A language is not a single, measurable entity which exists outside of the populations of its speakers. All that exists is the mental representation of that language, however you wish to model it, in the minds of the speakers. Happily, this means that no native speaker is “using” the language “wrong,” since their usage literally defines that language.
External prescriptions which are placed on language usage are literally independent of the language itself. They do not reflect facts about the language. They only reflect judgments about various usages, which in some sense reflect social perceptions of variants which may help to reveal your educational, regional, racial or class background. These are not facts about language, but simply about how language becomes a participant in social dynamics.

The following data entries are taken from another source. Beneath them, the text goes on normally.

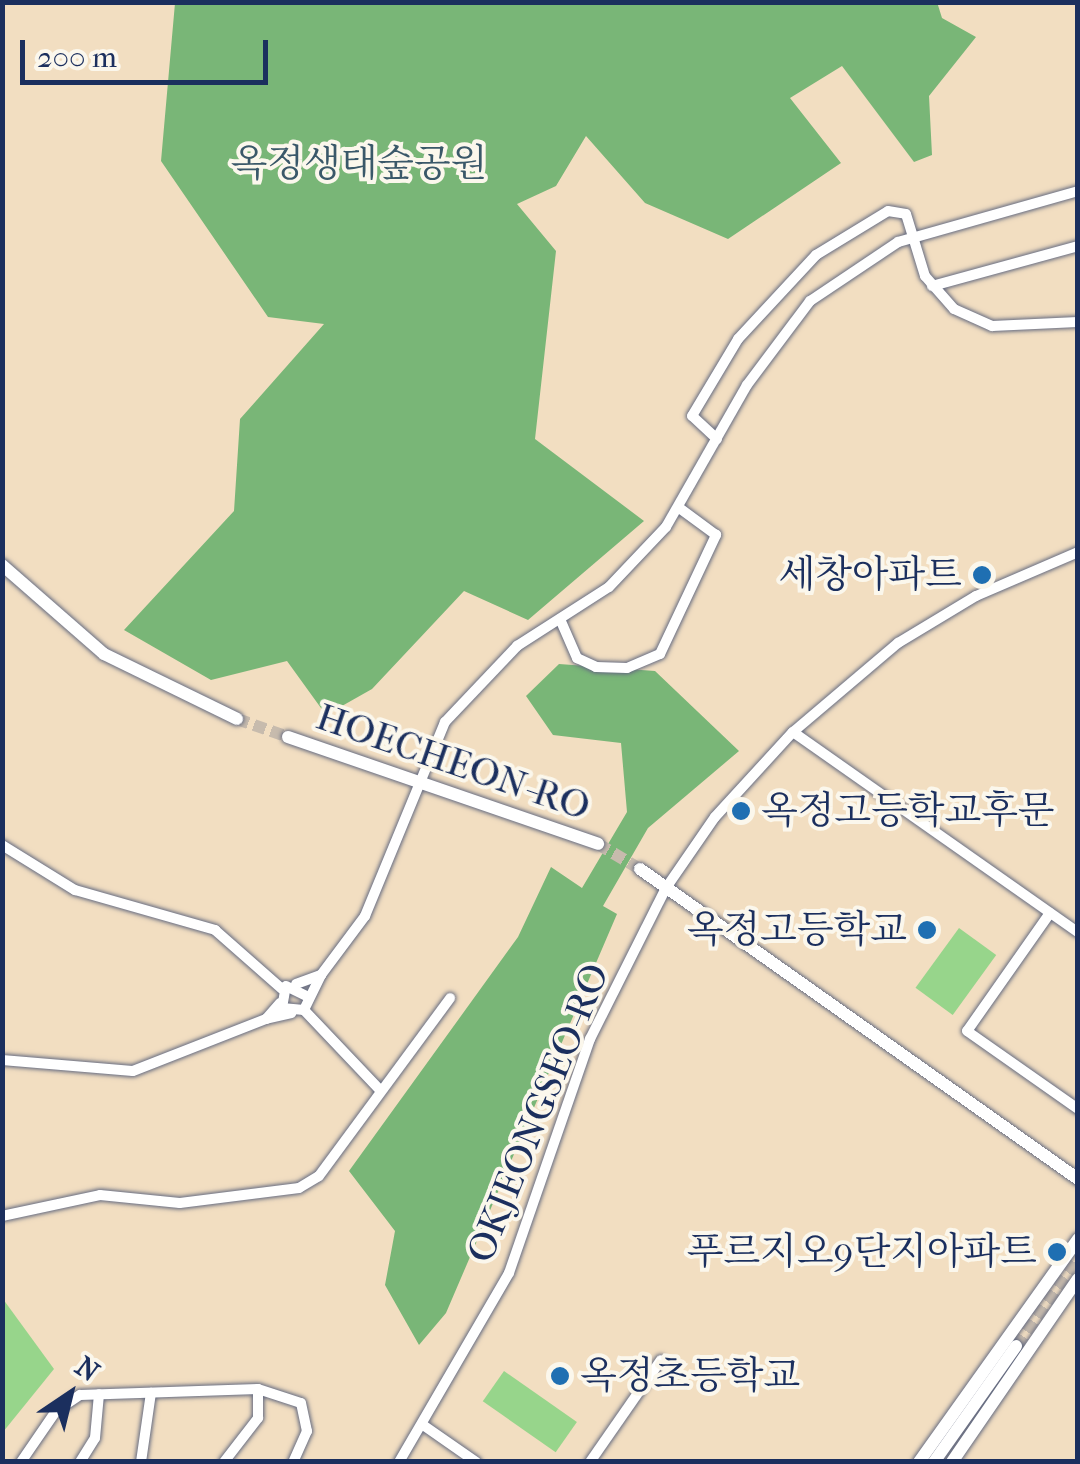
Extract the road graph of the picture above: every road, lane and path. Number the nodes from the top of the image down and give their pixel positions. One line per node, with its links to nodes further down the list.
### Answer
1 (1078, 191): 2 (street)
2 (913, 236): 4 (street); 6 (street); 6 (street)
3 (1078, 246): 4 (street)
4 (932, 286): 5 (street)
5 (1078, 322)
6 (717, 438): 7 (street)
7 (678, 506): 10 (street); 10 (street)
8 (1078, 552): 12 (street, OKJEONGSEO-RO)
9 (2, 565): 11 (main road)
10 (560, 618): 14 (street)
11 (237, 719)
12 (793, 732): 18 (street, OKJEONGSEO-RO); 19 (street)
13 (288, 736): 14 (main road, HOECHEON-RO)
14 (416, 775): 16 (main road, HOECHEON-RO); 21 (street)
15 (2, 844): 23 (street)
16 (598, 844)
17 (640, 870): 18 (main road)
18 (666, 888): 33 (main road); 44 (street, OKJEONGSEO-RO)
19 (1050, 913): 20 (street); 32 (street)
20 (1078, 932)
21 (320, 975): 22 (street); 24 (street)
22 (296, 984): 23 (street); 24 (street)
23 (282, 989): 26 (street)
24 (309, 996): 27 (street)
25 (450, 998): 31 (street)
26 (280, 1004): 28 (street); 29 (street)
27 (304, 1010): 28 (street); 31 (street)
28 (291, 1013): 29 (street)
29 (266, 1020): 30 (street)
30 (2, 1060)
31 (380, 1089): 34 (street)
32 (1078, 1108)
33 (1078, 1179)
34 (2, 1216)
35 (1078, 1240): 37 (main road)
36 (1078, 1279): 38 (main road)
37 (1026, 1310): 38 (main road); 53 (main road)
38 (1048, 1322): 55 (main road)
39 (1016, 1346): 54 (main road)
40 (661, 1360): 52 (street)
41 (258, 1389): 42 (street); 48 (street); 49 (street)
42 (151, 1393): 43 (street); 45 (street)
43 (98, 1394): 46 (street); 47 (street)
44 (423, 1425): 50 (street, OKJEONGSEO-RO); 51 (street)
45 (143, 1461)
46 (21, 1462)
47 (80, 1462)
48 (224, 1462)
49 (294, 1462)
50 (399, 1462)
51 (476, 1462)
52 (590, 1462)
53 (919, 1462)
54 (934, 1462)
55 (952, 1462)

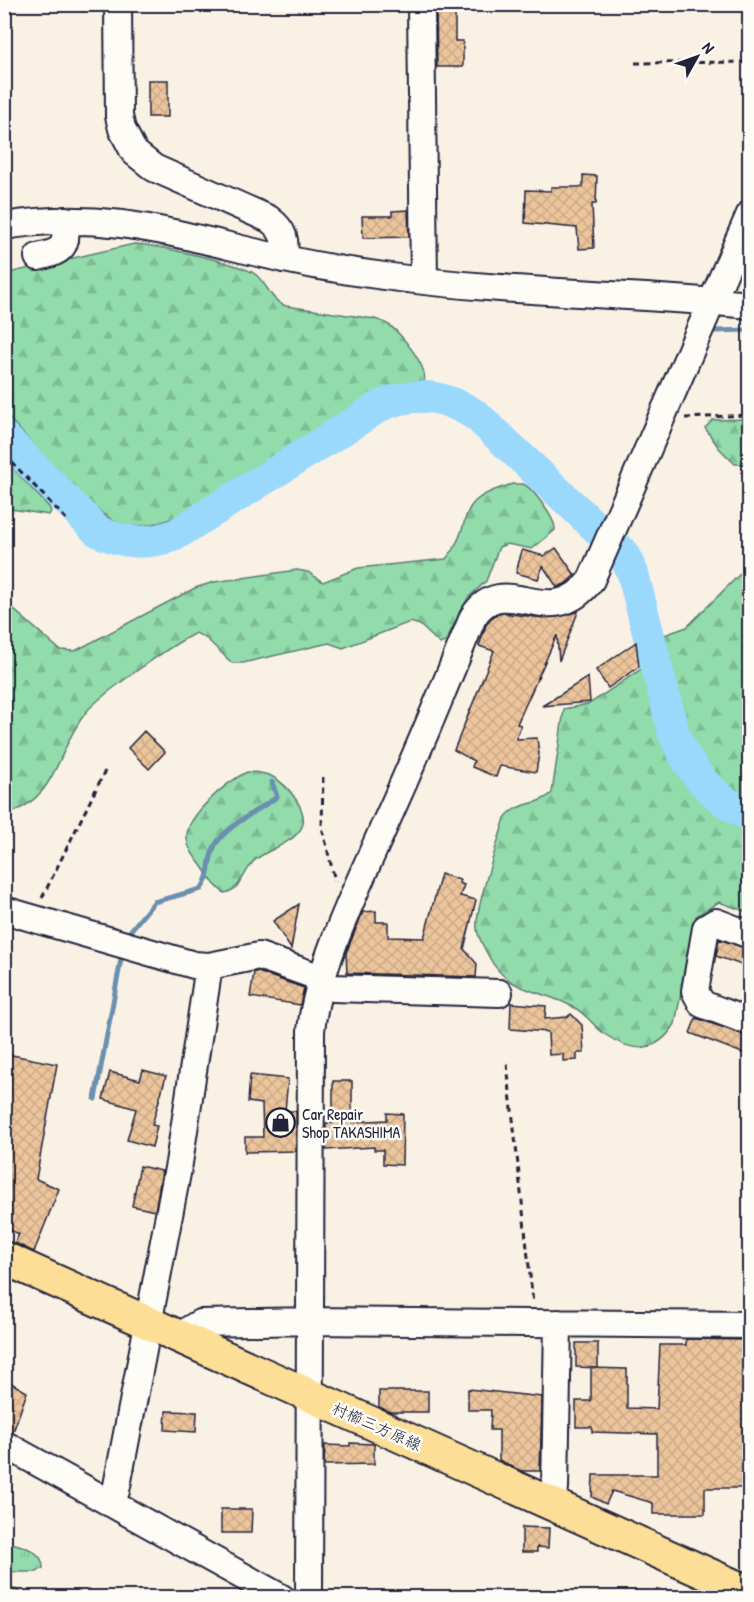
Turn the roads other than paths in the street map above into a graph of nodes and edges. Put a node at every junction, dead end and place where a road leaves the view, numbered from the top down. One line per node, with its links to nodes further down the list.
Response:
1 (118, 4): 7 (street)
2 (421, 4): 8 (street)
3 (750, 214): 9 (street)
4 (65, 220): 5 (street); 6 (street); 7 (street)
5 (4, 226)
6 (38, 257)
7 (284, 259): 8 (street)
8 (424, 281): 9 (street)
9 (711, 302): 10 (street); 14 (street)
10 (750, 305)
11 (4, 910): 13 (street)
12 (750, 935): 16 (street)
13 (209, 966): 14 (street); 19 (street)
14 (322, 981): 15 (street); 18 (street)
15 (500, 993)
16 (750, 1022)
17 (4, 1258): 19 (main road, 村櫛三方原線)
18 (310, 1321): 20 (street); 22 (street); 23 (street)
19 (147, 1322): 22 (main road, 村櫛三方原線); 25 (street)
20 (546, 1323): 21 (street); 26 (street)
21 (750, 1325)
22 (186, 1339): 23 (main road, 村櫛三方原線)
23 (310, 1395): 26 (main road, 村櫛三方原線); 29 (street)
24 (4, 1444): 25 (street)
25 (110, 1503): 28 (street)
26 (549, 1503): 27 (main road, 村櫛三方原線)
27 (750, 1593)
28 (282, 1598)
29 (309, 1598)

My favourite example of the sheer arbitrariness of language value judgements is rhoticity, or whether you pronounce an /r/ after a vowel in words like “car” and “yard”. If you’re British, the most prestigious dialect is RP, which is non-rhotic, and it’s less prestigious to speak a rhotic dialect, such as Lancashire and other Northern English dialects. If you’re American, it’s the opposite: the most prestigious dialect is SAE, which is rhotic, and non-rhotic dialects such as those in New York or Boston are less prestigious.
It’s the exact same contrast between /r/ and lack of /r/, but when you cross a large body of water suddenly the social prestige associated with it is inverted. You can’t pretend that language value judgments are “objective facts” about the language.